Depends on how you look at it. It's that particular old version of GCC in base because of licensing, yes -- but that old version is now effectively obsolete, so there's a technical reason (originally forced from licensing) to move away from it.

That said: it's good to remember how much of a breath of fresh air clang was way back when. Error messages in that era of GCC were _terrible_. Clang showed up with colorized error messages and ASCII art arrows and it felt like magic. So, sure, licensing alone would have been a fine reason for base to do what it did, but I don't think it's fair to characterize it as _just_ licensing. GCC has made huge improvements since then, but those are only visible in ports (which has always had and continues to have modern GCC). Which I guess you could argue makes it a licensing issue? :-)


I've recently found something to dislike about the coloured error messages.

The default colour is restored after the newline, rather than before it.

* https://github.com/llvm-mirror/clang/blob/6803cc1958b56e0bd5...

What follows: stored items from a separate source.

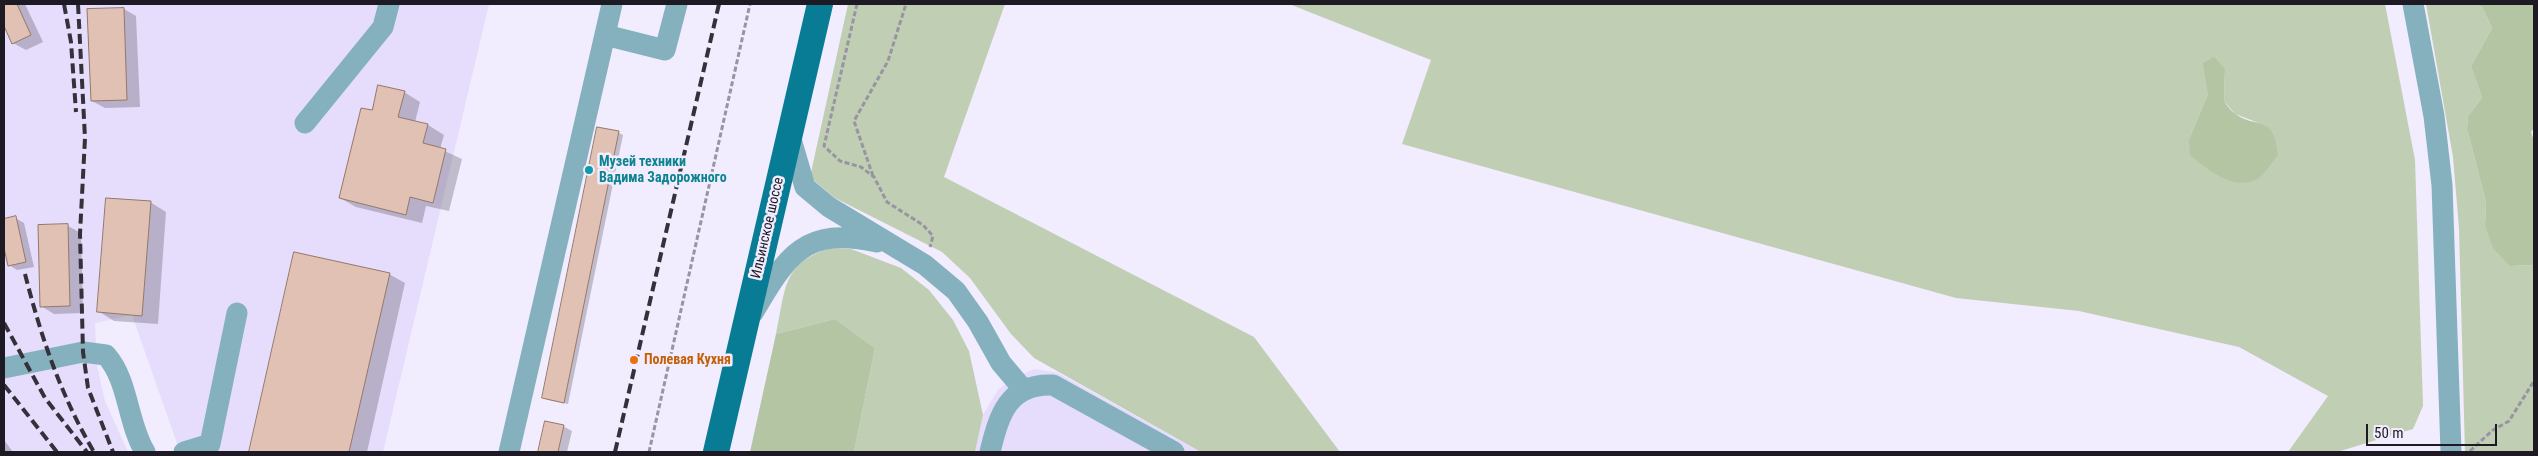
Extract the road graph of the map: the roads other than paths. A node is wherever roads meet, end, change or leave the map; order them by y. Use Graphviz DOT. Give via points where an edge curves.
graph roads {
  1 [pos="389,4"];
  2 [pos="612,4"];
  3 [pos="677,4"];
  4 [pos="820,4"];
  5 [pos="2413,4"];
  6 [pos="605,35"];
  7 [pos="305,123"];
  8 [pos="790,136"];
  9 [pos="889,244"];
  10 [pos="237,313"];
  11 [pos="745,326"];
  12 [pos="4,368"];
  13 [pos="1023,389"];
  14 [pos="145,452"];
  15 [pos="184,452"];
  16 [pos="509,452"];
  17 [pos="716,452"];
  18 [pos="990,452"];
  19 [pos="1174,452"];
  20 [pos="2452,452"];
  1 -- 7 [label="street" via="383,27"];
  2 -- 6 [label="street"];
  3 -- 6 [label="street" via="665,50"];
  4 -- 8 [label="main road, Ильинское шоссе"];
  5 -- 20 [label="street" via="2434,116 2442,185"];
  6 -- 16 [label="street"];
  8 -- 9 [label="street" via="805,188"];
  8 -- 11 [label="main road, Ильинское шоссе"];
  9 -- 11 [label="street" via="853,236 836,236 819,239 803,247 789,258"];
  9 -- 13 [label="street" via="925,265 956,291 1001,363"];
  10 -- 15 [label="street" via="210,444"];
  11 -- 17 [label="main road, Ильинское шоссе"];
  12 -- 14 [label="street" via="83,352 106,355 117,367 136,438"];
  13 -- 18 [label="street" via="1010,401 998,422"];
  13 -- 19 [label="street" via="1053,385"];
}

I have recently set DECSCNM on in my terminal(s), which inverts everything, effectively swapping the foreground and background colours. The clang error messages now come out with unsightly large streaks of extraneous colour, as freshly erased lines caused by scrolling fill with the colour that clang has not yet turned off. clang was always doing this. But when it's the background colour it's more visible.

It would be such a simple fix, that's actually in line with code elsewhere in the same class. I wonder how many years it will take to get it changed.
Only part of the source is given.